Alguien dijo “es una gran locura la de vivir pobre para morir rico”. Y añado: hermosa locura.

Salud.

miércoles, 10 de junio de 2009

Día 7 d.T. Perspectiva horizontal

Me gusta vivir en las alturas, quiero decir, cuando no hay nada encima de mi cabeza que me impida el contacto con el cielo o simplemente cuando me siento cerca de él. Será porque disfruto más en el mundo de las ideas que en la pesada carga de lo terrenal, o será que lo terrenal está demasiado agotado de ideas, el caso es que me van los horizontes. En Taxco (México), disfrutábamos caminando y tomando cervezas en las azoteas de las casas. Había todo un mundo en las alturas y nos sentíamos como gatos negros por los tejados parisinos, eso sí, con más calor, mejor cerveza y atardeceres con sabor a chili. Un lujo.
Me fascinan las boardillas con ventanas en el tejado, por ejemplo. Estar tumbado en la cama y dormirme bajo un cielo lleno de estrellas. Recuerdo El Escorial adornado siempre con la imagen de la luna, a veces mordida, a veces plena. Esa ventana era un camino hacia la inmensidad del espacio, un espacio que terminaba venciendo los ojos, agotando los abrazos hasta que dejábamos de vivir.


Cuando estas rodeado de naturaleza, lejos de carreteras, pueblos y ciudades, te das cuenta de que estamos demasiado acostumbrados a tener que mirar hacia arriba para respirar y sentir el latido de un mundo desnudo. En lugares como este, en medio de prados y colinas casi deshabitadas, todo tiene otra perspectiva. No es necesario mirar hacia arriba sino que todo te llega de frente. No buscas la naturaleza sino que ella te encuentra.

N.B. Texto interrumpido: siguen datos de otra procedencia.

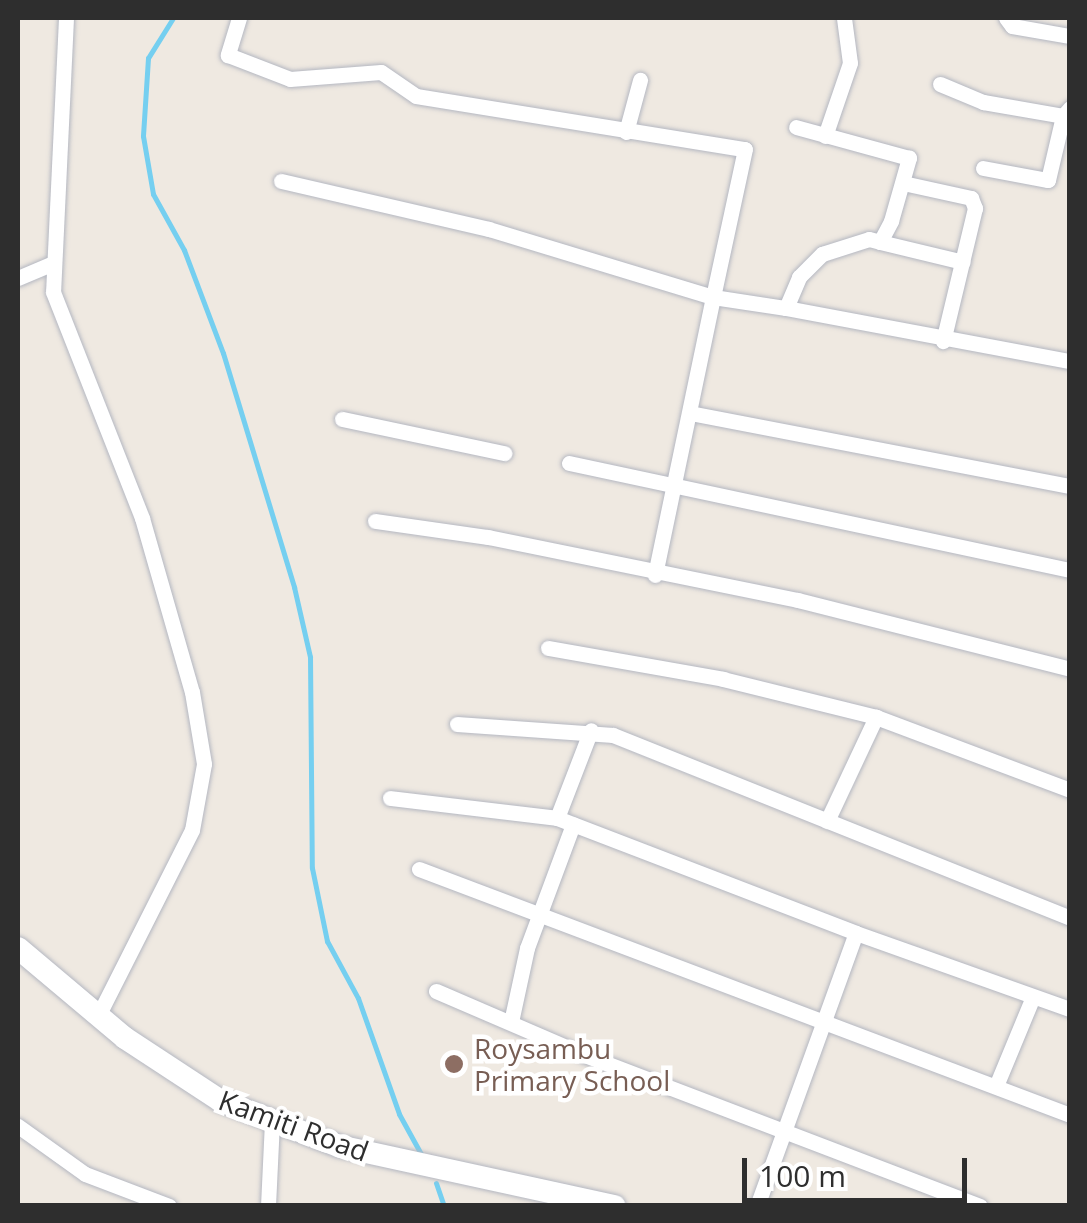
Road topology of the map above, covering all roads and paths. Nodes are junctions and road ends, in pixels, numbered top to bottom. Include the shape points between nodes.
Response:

Escribo esto porque hace unos días viví una experiencia emocionante. Mi habitación no tiene ventanas en el tejado aunque no las extraño. Todo está en frente de mi. Cuando llega el regalo de un día con sol aprovecho para dejar la puerta abierta y estudiar, dejando que los sonidos y los colores del campo se cuelen por todos los rincones. En uno de esos días, dos golondrinas entraron por la puerta sobrevolando a sólo a unos centímetros de mi cabeza durante cerca de un minuto. Es difícil describir la sensación. El corazón se acelera y la piel parece abrirse como un gran pétalo. Sólo recuerdo que cerré los ojos, y con las manos apretando mis rodillas, me dejé llevar. Podía sentir cada aleteo como si fuera un susurro en mi oído, podía intuir sus miradas, el ritmo de su vuelo. Las golondrinas sabían perfectamente lo que estaban haciendo. No se habían confundido ni entrado en mi habitación por error. Era un vuelo deseado.

Las aves migratorias inician su viaje por estas fechas y la pareja de golondrinas acababa de llegar, quién sabe desde dónde. No es la primera vez que vienen aquí, hace años que construyeron un nido justo encima de mi puerta. Al verme, su instinto de protección hacia las crías hizo que se pusieran alerta. Con un gesto planificado, las dos golondrinas entraron al mismo tiempo y aguantaron un buen rato en mi habitación, quizá controlándome, quizá avisando de su presencia.

Ahora mismo una de las golondrinas está apoyada en la puerta, a tres metros de mí. Ya no entra en la habitación. Se han acostumbrado a mi presencia, a verme desde abajo. También ellas tienen otra perspectiva.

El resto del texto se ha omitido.